From top to bottom, print the listing word for word and skip any pictures it contains.

··· Information given ···

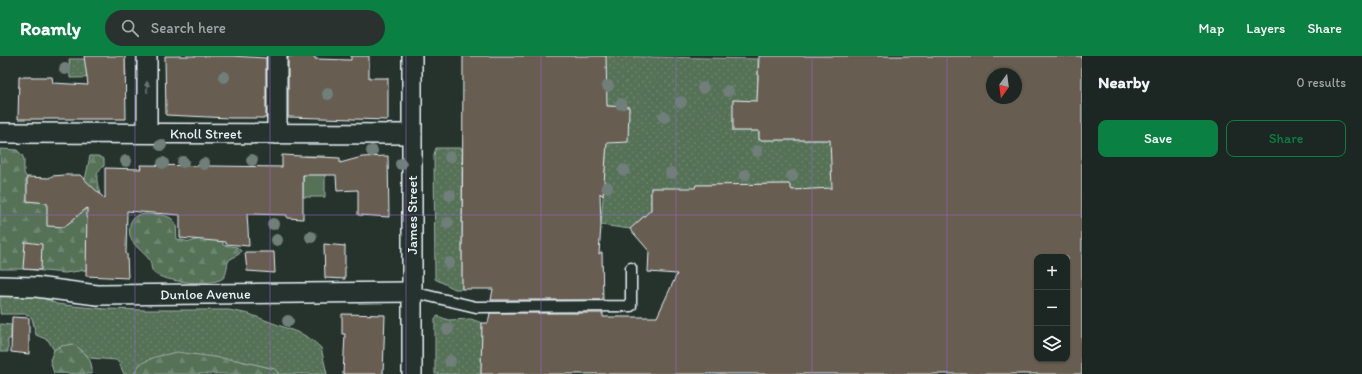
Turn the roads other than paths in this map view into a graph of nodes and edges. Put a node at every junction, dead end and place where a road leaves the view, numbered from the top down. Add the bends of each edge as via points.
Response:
1 (147, 56) edge
2 (277, 56) edge
3 (412, 56) edge
4 (0, 133) edge
5 (147, 133) junction
6 (278, 134) junction
7 (412, 134) junction
8 (631, 268) dead end
9 (0, 286) edge
10 (412, 292) junction
11 (412, 374) edge

5 -> 1 street
2 - 6 street
3 - 7 street, James Street
4 - 5 street, Knoll Street
5 - 6 street, Knoll Street
6 - 7 street, Knoll Street
7 - 10 street, James Street
8 - 10 lane via 631,306 476,307
9 - 10 street, Dunloe Avenue via 36,287 97,295
10 - 11 street, James Street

···

Task answer
Turn the roads other than paths in this map view into a graph of nodes and edges. Put a node at every junction, dead end and place where a road leaves the view, numbered from the top down. Add the bends of each edge as via points.
Response:
1 (147, 56) edge
2 (277, 56) edge
3 (412, 56) edge
4 (0, 133) edge
5 (147, 133) junction
6 (278, 134) junction
7 (412, 134) junction
8 (631, 268) dead end
9 (0, 286) edge
10 (412, 292) junction
11 (412, 374) edge

5 -> 1 street
2 - 6 street
3 - 7 street, James Street
4 - 5 street, Knoll Street
5 - 6 street, Knoll Street
6 - 7 street, Knoll Street
7 - 10 street, James Street
8 - 10 lane via 631,306 476,307
9 - 10 street, Dunloe Avenue via 36,287 97,295
10 - 11 street, James Street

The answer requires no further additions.